Copy every line of the records that includes the word "Srikaya".

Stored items
########################################
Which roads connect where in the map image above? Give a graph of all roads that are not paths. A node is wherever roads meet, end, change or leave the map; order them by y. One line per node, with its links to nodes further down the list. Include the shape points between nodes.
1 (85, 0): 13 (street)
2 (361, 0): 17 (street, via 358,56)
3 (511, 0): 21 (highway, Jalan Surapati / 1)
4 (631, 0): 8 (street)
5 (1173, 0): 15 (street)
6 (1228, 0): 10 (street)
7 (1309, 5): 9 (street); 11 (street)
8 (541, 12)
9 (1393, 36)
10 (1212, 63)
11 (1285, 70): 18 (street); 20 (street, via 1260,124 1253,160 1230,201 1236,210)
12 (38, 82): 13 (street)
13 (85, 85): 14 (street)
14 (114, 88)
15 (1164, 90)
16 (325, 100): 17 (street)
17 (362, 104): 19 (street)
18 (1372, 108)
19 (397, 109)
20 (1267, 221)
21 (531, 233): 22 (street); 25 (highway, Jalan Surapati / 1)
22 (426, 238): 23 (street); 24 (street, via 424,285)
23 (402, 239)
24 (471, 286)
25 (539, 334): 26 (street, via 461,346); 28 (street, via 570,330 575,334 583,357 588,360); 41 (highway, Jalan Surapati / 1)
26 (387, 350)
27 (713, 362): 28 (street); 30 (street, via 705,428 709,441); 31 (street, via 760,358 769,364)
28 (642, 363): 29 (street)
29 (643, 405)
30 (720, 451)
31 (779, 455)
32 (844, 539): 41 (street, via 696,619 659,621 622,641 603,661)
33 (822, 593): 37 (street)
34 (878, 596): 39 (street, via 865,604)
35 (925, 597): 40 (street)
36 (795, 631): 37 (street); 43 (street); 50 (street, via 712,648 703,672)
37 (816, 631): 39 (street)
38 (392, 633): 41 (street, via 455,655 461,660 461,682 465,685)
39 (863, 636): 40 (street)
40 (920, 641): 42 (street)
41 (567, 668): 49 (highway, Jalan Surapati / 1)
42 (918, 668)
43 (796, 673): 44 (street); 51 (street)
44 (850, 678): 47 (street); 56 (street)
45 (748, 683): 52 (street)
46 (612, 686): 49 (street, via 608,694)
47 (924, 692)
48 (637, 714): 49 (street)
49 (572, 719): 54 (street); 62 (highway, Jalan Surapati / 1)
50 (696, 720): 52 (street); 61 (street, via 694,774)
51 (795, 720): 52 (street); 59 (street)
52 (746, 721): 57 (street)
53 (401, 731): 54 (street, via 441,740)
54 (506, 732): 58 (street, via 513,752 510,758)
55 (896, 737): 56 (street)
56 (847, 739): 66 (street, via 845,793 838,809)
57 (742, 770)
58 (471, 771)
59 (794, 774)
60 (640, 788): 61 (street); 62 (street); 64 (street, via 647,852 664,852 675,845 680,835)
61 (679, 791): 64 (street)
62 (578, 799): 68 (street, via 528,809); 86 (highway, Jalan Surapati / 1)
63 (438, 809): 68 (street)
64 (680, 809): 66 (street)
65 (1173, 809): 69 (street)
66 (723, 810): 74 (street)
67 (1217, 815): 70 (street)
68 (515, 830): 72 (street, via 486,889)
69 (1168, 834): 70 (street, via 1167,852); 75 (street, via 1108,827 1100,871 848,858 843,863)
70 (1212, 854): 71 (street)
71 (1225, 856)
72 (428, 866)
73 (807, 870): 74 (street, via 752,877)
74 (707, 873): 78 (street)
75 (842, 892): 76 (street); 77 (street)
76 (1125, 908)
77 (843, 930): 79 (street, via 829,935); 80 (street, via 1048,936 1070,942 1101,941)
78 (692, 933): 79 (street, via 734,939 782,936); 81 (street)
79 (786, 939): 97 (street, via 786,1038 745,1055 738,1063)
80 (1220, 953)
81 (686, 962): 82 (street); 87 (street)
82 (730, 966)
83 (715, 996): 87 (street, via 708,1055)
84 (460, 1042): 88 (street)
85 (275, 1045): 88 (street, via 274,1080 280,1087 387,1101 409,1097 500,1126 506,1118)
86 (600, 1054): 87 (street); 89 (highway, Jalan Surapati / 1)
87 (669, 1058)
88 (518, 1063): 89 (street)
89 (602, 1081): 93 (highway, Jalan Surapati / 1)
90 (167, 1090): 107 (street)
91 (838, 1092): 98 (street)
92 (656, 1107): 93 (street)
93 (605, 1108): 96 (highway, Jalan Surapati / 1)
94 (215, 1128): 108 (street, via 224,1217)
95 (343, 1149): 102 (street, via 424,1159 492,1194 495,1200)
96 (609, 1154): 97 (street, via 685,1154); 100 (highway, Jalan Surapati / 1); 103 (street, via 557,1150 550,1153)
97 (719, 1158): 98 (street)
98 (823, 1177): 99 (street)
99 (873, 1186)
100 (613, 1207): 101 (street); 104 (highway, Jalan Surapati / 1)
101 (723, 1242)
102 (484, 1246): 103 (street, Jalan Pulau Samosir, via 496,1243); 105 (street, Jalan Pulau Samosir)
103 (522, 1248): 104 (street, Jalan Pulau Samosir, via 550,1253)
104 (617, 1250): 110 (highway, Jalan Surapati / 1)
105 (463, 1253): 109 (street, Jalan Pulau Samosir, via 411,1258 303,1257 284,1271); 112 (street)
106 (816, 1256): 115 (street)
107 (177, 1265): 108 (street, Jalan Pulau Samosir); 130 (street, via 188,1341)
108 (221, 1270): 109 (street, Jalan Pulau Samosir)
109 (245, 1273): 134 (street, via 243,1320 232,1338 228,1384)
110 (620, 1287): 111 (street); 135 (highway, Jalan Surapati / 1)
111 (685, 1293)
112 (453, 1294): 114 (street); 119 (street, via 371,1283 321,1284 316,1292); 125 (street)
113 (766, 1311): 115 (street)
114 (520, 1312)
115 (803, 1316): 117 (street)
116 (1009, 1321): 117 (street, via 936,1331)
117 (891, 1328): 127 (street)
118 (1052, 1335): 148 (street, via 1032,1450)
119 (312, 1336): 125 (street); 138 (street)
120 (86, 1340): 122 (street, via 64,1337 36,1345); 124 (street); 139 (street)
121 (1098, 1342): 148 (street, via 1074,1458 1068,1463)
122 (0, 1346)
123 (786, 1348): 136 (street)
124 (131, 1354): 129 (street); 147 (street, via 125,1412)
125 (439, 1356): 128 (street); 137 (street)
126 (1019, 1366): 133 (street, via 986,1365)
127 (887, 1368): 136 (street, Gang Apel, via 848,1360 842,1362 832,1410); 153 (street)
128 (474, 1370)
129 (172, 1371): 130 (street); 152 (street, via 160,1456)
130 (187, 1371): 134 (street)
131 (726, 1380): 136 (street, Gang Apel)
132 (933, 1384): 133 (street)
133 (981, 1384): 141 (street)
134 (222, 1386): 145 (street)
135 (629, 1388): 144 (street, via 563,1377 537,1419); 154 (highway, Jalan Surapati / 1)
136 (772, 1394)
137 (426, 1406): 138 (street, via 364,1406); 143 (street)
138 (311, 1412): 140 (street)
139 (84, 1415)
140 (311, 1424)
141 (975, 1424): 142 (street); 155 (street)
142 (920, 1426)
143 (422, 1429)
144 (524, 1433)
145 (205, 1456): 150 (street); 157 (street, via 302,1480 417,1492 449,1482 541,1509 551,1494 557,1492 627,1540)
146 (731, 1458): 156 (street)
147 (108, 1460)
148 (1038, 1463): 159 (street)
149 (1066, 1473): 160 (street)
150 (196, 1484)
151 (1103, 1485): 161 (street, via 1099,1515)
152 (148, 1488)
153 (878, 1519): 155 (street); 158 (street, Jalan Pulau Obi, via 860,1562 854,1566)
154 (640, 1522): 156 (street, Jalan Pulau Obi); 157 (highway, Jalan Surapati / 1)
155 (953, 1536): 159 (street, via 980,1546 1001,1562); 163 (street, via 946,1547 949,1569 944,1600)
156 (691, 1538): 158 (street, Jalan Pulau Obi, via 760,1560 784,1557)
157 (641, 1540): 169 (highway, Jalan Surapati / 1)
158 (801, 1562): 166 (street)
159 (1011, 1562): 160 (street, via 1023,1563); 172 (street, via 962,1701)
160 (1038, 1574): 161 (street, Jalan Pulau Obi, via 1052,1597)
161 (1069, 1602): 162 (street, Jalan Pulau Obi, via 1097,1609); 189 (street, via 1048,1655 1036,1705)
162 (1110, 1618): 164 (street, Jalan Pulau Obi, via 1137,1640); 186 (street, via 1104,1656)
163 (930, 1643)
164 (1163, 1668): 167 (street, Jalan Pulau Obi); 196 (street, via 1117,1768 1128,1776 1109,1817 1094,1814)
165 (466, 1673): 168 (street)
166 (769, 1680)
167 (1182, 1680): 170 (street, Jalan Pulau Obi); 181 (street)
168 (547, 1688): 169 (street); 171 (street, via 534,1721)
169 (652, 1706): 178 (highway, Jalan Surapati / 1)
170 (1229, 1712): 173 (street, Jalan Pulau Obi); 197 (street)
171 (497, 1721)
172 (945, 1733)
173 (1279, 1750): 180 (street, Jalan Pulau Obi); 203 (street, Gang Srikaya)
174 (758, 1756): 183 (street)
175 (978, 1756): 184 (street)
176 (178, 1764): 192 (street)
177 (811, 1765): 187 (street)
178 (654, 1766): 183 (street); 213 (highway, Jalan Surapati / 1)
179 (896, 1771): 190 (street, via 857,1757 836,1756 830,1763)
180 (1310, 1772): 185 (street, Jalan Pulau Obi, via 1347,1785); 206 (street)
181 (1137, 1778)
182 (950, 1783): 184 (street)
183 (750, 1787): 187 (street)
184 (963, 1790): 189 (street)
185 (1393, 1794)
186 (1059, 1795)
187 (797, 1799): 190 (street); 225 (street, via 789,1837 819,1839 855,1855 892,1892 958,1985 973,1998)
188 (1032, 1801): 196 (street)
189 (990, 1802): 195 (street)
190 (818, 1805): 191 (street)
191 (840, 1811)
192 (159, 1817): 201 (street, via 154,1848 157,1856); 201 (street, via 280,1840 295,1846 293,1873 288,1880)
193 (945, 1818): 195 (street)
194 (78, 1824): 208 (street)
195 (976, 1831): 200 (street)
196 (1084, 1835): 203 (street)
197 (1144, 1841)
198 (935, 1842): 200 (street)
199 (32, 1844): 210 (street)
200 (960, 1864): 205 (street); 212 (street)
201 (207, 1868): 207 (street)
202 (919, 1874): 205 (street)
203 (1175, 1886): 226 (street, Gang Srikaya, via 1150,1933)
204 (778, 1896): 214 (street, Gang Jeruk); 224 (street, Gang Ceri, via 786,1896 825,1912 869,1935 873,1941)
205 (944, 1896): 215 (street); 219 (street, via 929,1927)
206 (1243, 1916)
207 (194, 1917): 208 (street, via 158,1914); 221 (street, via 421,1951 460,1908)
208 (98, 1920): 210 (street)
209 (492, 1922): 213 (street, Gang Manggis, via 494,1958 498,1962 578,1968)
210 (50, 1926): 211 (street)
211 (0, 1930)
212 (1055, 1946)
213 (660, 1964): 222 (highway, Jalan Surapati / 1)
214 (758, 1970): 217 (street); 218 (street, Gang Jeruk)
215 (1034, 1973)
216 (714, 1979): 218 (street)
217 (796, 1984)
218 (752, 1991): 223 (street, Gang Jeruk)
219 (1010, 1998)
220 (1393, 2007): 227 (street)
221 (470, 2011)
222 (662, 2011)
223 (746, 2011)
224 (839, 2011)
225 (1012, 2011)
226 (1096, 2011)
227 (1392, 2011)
########################################
■ Written solution ■
173 (1279, 1750): 180 (street, Jalan Pulau Obi); 203 (street, Gang Srikaya)
203 (1175, 1886): 226 (street, Gang Srikaya, via 1150,1933)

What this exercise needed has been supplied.